Karl Polanyi lo llamó mercancías ficticias. La tierra, junto con el trabajo y el dinero, no fueproducida para ser vendida; se la trata como si lo hubiera sido, y esa ficción organizativa es la que permite que exista un mercado de tierras. Pero cuando esa ficción se extiende sin límite, cuando se pretende que la tierra funcione exactamente igual que cualquier bien producido para el intercambio, la sociedad reacciona, porque lo que está en juego no es solamente el precio de una hectárea sino el territorio como condición de posibilidad de lo que una comunidad es y va a seguir siendo. Ningún país gestiona su territorio nacional con la misma lógica con la que gestiona la venta de electrodomésticos, y no por nostalgia romántica sino porque el territorio es el soporte material de la soberanía: sin él no hay jurisdicción, no hay recursos propios, no hay generaciones futuras a las que ese suelo les siga perteneciendo.

Eso fue, en el fondo, lo que salió a la superficie durante estas semanas. No fue solamente una discusión técnica sobre porcentajes de superficie provincial o sobre si el límite debía aplicarse por departamento o por provincia. Fue una discusión sobre qué lugar ocupa elterritorio en la idea que una sociedad tiene de sí misma. El senador José Mayans lo resumió con una frase que funciona casi como axioma: sin territorio no hay país. Y Elisa Carrió, desde una vereda ideológica distinta, apeló a una imagen inquietante pero productiva: la posibilidad de que se constituyan estados sin impuestos dentro del Estado, enclaves privados operando por fuera de la soberanía nacional. Que dos figuras tan distantes entre sí coincidieran en el diagnóstico dice algo sobre la naturaleza del reclamo: no fue una bandera de un sector político, fue una alarma que atravesó el mapa completo.
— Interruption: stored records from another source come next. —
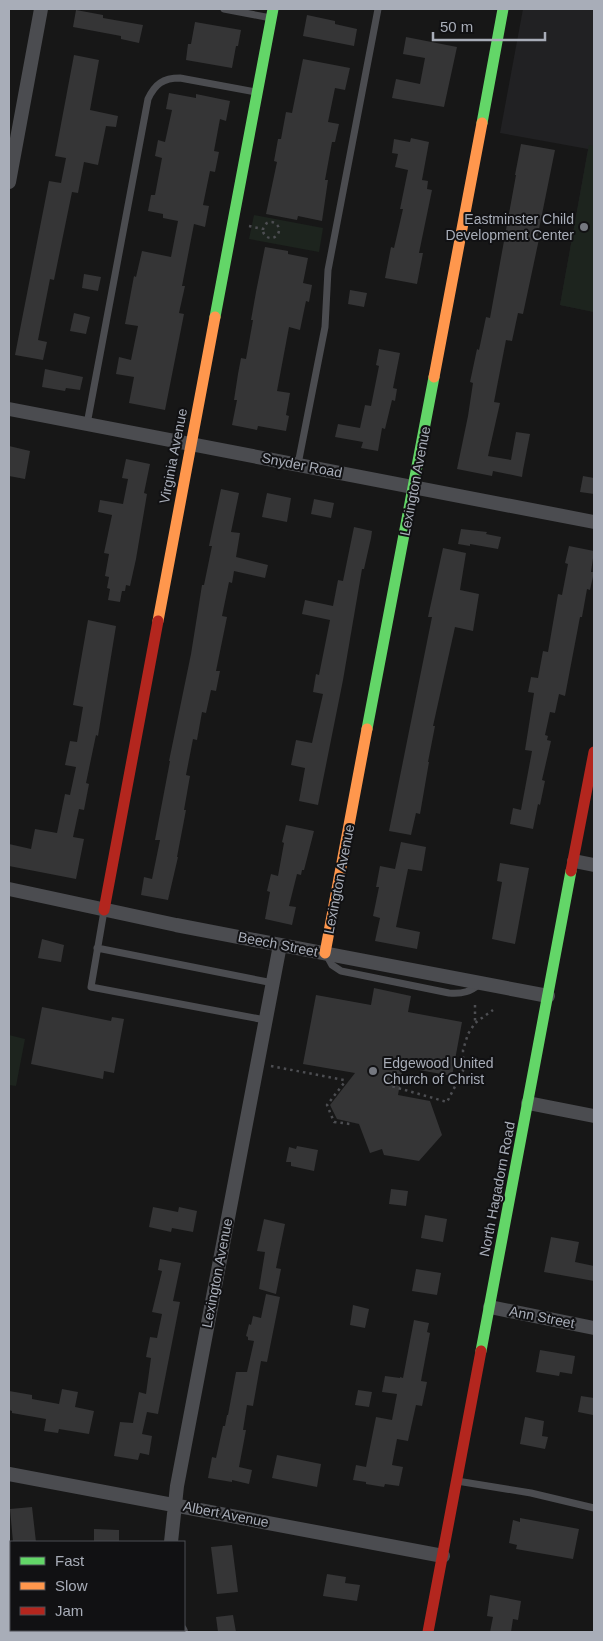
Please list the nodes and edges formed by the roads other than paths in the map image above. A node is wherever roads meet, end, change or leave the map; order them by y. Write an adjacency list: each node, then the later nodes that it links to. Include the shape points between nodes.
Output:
1 (41, 9): 7 (street)
2 (224, 9): 5 (lane)
3 (378, 9): 11 (lane, via 328,270 325,327)
4 (503, 9): 12 (street, Lexington Avenue)
5 (272, 13): 6 (street, Virginia Avenue)
6 (256, 92): 9 (lane, via 180,78 169,78 153,89 147,106); 10 (street, Virginia Avenue)
7 (9, 182)
8 (9, 409): 9 (street, Snyder Road)
9 (87, 424): 10 (street, Snyder Road)
10 (191, 443): 11 (street, Snyder Road); 18 (street, Virginia Avenue)
11 (298, 464): 12 (street, Snyder Road)
12 (414, 487): 13 (street, Snyder Road); 21 (street, Lexington Avenue)
13 (594, 522)
14 (594, 752): 15 (street, North Hagadorn Road)
15 (574, 861): 16 (street); 23 (street, North Hagadorn Road)
16 (594, 865)
17 (9, 889): 18 (street, Beech Street)
18 (104, 910): 19 (street, Beech Street); 20 (lane)
19 (280, 945): 21 (street, Beech Street); 22 (street, Lexington Avenue)
20 (97, 948): 22 (lane); 24 (lane, via 91,987)
21 (325, 953): 23 (street, Beech Street)
22 (272, 983): 24 (street, Lexington Avenue)
23 (548, 996): 25 (street, North Hagadorn Road)
24 (265, 1020): 31 (street, Lexington Avenue)
25 (528, 1103): 26 (street); 27 (street, North Hagadorn Road)
26 (594, 1116)
27 (490, 1307): 28 (street, Ann Street); 30 (street, North Hagadorn Road)
28 (594, 1328)
29 (9, 1474): 31 (street, Albert Avenue)
30 (457, 1480): 32 (lane); 34 (street, North Hagadorn Road)
31 (174, 1504): 33 (street, Lexington Avenue); 34 (street, Albert Avenue)
32 (594, 1508)
33 (171, 1541)
34 (443, 1556): 35 (street, North Hagadorn Road)
35 (428, 1632)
Esa sospecha —que detrás de la reforma hubiera algo más que una discusión doctrinaria sobre el derecho de propiedad— no resulta descabellada si se mira el contexto en el que se dio. El gobierno de Milei alineó su política exterior de manera explícita con Estados Unidos e Israel, en un momento en que el país además sostiene una deuda multimillonaria con el FMI que condiciona buena parte de su margen de maniobra económica. En una etapa del desarrollo mundial en la que el litio, el agua dulce, las tierras fértiles y otros recursos considerados estratégicos se volvieron piezas centrales de la disputa entre potencias, la posibilidad de que el territorio argentino y sus recursos terminaran funcionando como moneda de pago o como concesión geopolítica dejó de ser una hipótesis conspirativa para convertirse en una pregunta razonable.

Conviene no leer el retiro del capítulo como una victoria definitiva. El propio oficialismo aclaró que el texto seguirá trabajándose hasta lograr una redacción con mayor consenso, lo cual significa que el proyecto no fue derrotado sino pospuesto, y que puede volver bajo otra forma. Pero incluso como episodio provisorio, deja una enseñanza que trasciende esta ley puntual: hay un umbral en el que la lógica mercantil pura deja de ser aceptada como criterio único, y ese umbral no lo fija ningún artículo constitucional sino el cuerpo social cuando decide, de manera más o menos espontánea, que ciertas cosas no se negocian de la misma manera que las demás. Ese umbral ya se había hecho visible una vez en una cancha, con una sábana de hotel convertida en bandera. En agosto volvió a hacerse visible en el Senado.

El territorio, para la sociedad argentina, parece ser una de esas cosas que no se negocian.